La conversación sobre si podría existir un Godzilla real reapareció con fuerza cuando dos astrofísicos decidieron analizar al kaiju con las herramientas de la física. Desde el primer momento, la pregunta se volvió irresistible: ¿sería posible un Godzilla caminando entre nosotros, más allá del cine y la imaginación colectiva?
La escena es fácil de imaginar. Un videopodcast subido a YouTube, dos científicos reconocidos mundialmente —Neil deGrasse Tyson y Charles Liu— conversando sobre cultura pop, monstruos gigantes y ciencia. Entre risas y análisis profundos, se detuvieron en una conclusión tan devastadora como fascinante: un Godzilla real no solo sería imposible, sino que terminaría convertido en un amasijo inmóvil de carne y hueso, incapaz de sostenerse bajo su propia masa.
Sin fuego atómico.
Sin pasos que hacen temblar el suelo.
Sin ciudades destruidas.
Solo física, gravedad y biología enfrentándose a un gigante imposible.
Godzilla real: la física que pulverizaría al kaiju en segundos
A la mitad de su conversación —y al centro de nuestro análisis— surge el concepto que arruina toda posibilidad de un Godzilla real: la Ley Cuadrado-Cubo. Una norma física que describe cómo cambia el volumen y la fuerza de estructuras cuando aumenta su tamaño manteniendo la misma forma.

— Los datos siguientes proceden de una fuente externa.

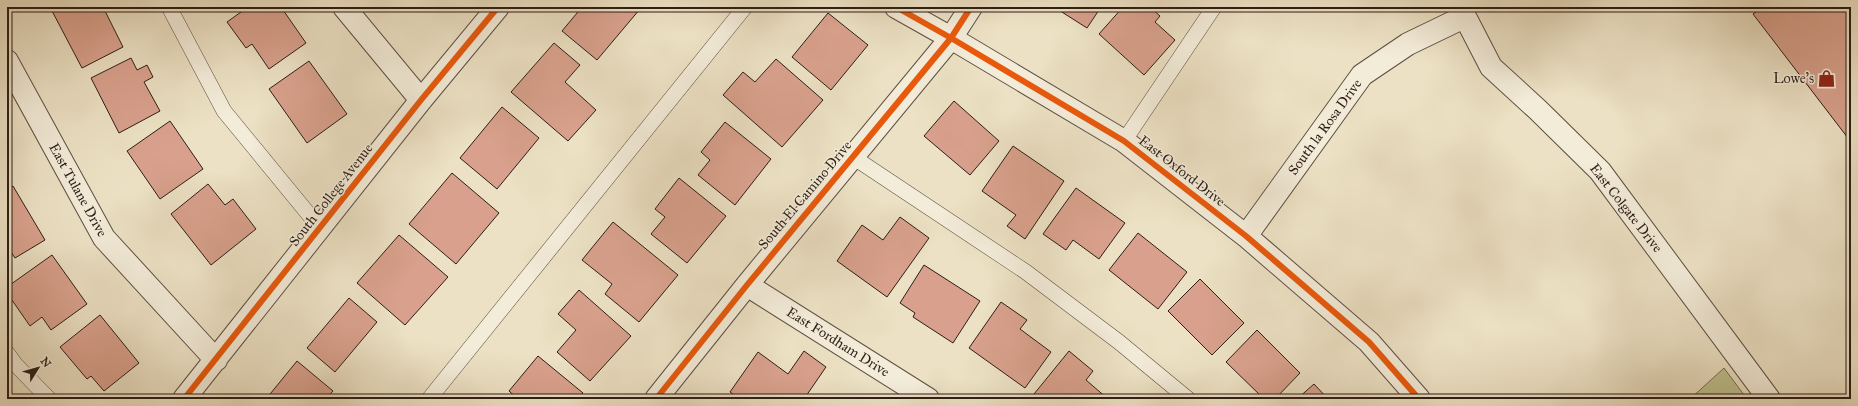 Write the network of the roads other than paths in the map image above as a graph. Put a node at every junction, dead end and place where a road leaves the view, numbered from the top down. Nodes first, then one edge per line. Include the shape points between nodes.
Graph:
1 (169, 7) edge
2 (344, 7) edge
3 (498, 7) edge
4 (745, 7) edge
5 (896, 7) edge
6 (971, 7) edge
7 (1214, 7) edge
8 (1462, 12) edge
9 (951, 38) junction
10 (7, 61) edge
11 (421, 100) junction
12 (1124, 140) junction
13 (853, 156) junction
14 (320, 228) junction
15 (1246, 236) junction
16 (747, 285) junction
17 (7, 353) edge
18 (216, 360) junction
19 (49, 399) edge
20 (184, 399) edge
21 (429, 399) edge
22 (656, 399) edge
23 (928, 399) edge
24 (1188, 399) edge
25 (1419, 399) edge
26 (1769, 399) edge

1 - 14 lane via 224,111
2 - 11 street
3 - 11 street, South College Avenue
4 - 21 lane
5 - 9 street, East Oxford Drive
6 - 9 street, South El Camino Drive
7 - 12 lane
8 - 15 street, South la Rosa Drive via 1362,75
8 - 26 street, East Colgate Drive via 1491,67 1600,171
9 - 12 street, East Oxford Drive
9 - 13 street, South El Camino Drive
10 - 18 street, East Tulane Drive via 104,238
11 - 14 street, South College Avenue
12 - 15 street, East Oxford Drive
13 - 16 street, South El Camino Drive
13 - 24 lane via 1026,272 1119,342
14 - 18 street, South College Avenue
15 - 25 street, East Oxford Drive via 1369,342
16 - 22 street, South El Camino Drive
16 - 23 street, East Fordham Drive
17 - 19 lane
18 - 20 street, South College Avenue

En términos simples: cuando un ser vivo crece, su peso aumenta mucho más rápido que la resistencia de sus huesos y músculos. Doblar la altura significa multiplicar por ocho el volumen. Hacer diez veces más grande una criatura significa hacerla mil veces más pesada, mientras que sus huesos y músculos solo se vuelven cien veces más fuertes. El resultado es brutal.
Un organismo gigantesco como Godzilla necesitaría huesos diez veces más resistentes de lo posible. Sus músculos se desgarrarían antes de poder levantar una extremidad. Su esqueleto colapsaría de inmediato. Y toda la imagen cinematográfica del kaiju caminando por Tokio se desmorona en segundos.
Un Godzilla real sería incapaz de moverse. Y menos aún de lanzar ráfagas atómicas.
La comparación inevitable: dinosaurios gigantes y por qué ellos sí funcionaron
La conversación científica también se desplazó hacia otra criatura que ha obsesionado a generaciones: los dinosaurios gigantes. Si Godzilla no puede existir, ¿cómo pudieron existir seres como el Patagotitán, de casi 70 toneladas y más de 35 metros?
Aquí entra en juego un detalle crucial: los dinosaurios no crecieron “como Godzilla”. Evolucionaron estructuras para hacerlo posible. Sus huesos eran huecos, llenos de aire como los de las aves, lo que reducía enormemente su peso. Su postura, sus cuellos, su metabolismo y su forma de caminar estaban optimizados durante millones de años para soportar su gigantesca masa.
Y sobre todo: ninguno era bípedo como Godzilla.
Levantar una criatura de ese tamaño sobre dos piernas es un desafío estructural casi absurdo.
Godzilla, si fuera real, tendría que ser radicalmente distinto para sobrevivir. Más ancho, más lento, con huesos inmensos y patas como columnas de concreto. Una criatura posible… pero ya no el monstruo cinematográfico que conocemos.
Por qué nos obsesiona imaginar un Godzilla real
Los dos astrofísicos coinciden en algo esencial: los humanos amamos imaginar lo imposible. Un Godzilla real emociona porque rompe con los límites que conocemos. Representa fuerza, destrucción, libertad absoluta de las leyes físicas.
La comparación con una pulga lo ilustra perfectamente. La pulga puede saltar 200 veces su propio tamaño, pero si la escaláramos al tamaño de un humano, la física lo impediría. Los límites cambian cuando la escala cambia.
Godzilla es una fantasía que desafía esos límites. Por eso funciona. Por eso vende. Por eso sigue vivo en el cine y en nuestra cultura.
El sueño del Godzilla real, imposible… y más vivo que nunca
Al finalizar este recorrido entre física y ficción, queda claro que un Godzilla real no sobreviviría en nuestro mundo. Su peso lo aplastaría. Sus huesos fallarían. Su cuerpo no podría soportar su propia escala.
Y, paradójicamente, esa imposibilidad es lo que lo mantiene vivo. Godzilla no existe porque no puede existir, pero esa misma irrealidad le permite ser eterno en el cine, en las series, en el MonsterVerse y en nuestra imaginación colectiva.La ciencia dice que el Godzilla real es imposible. El cine dice que no importa y nosotros seguimos disfrutando del mito con cada nueva película.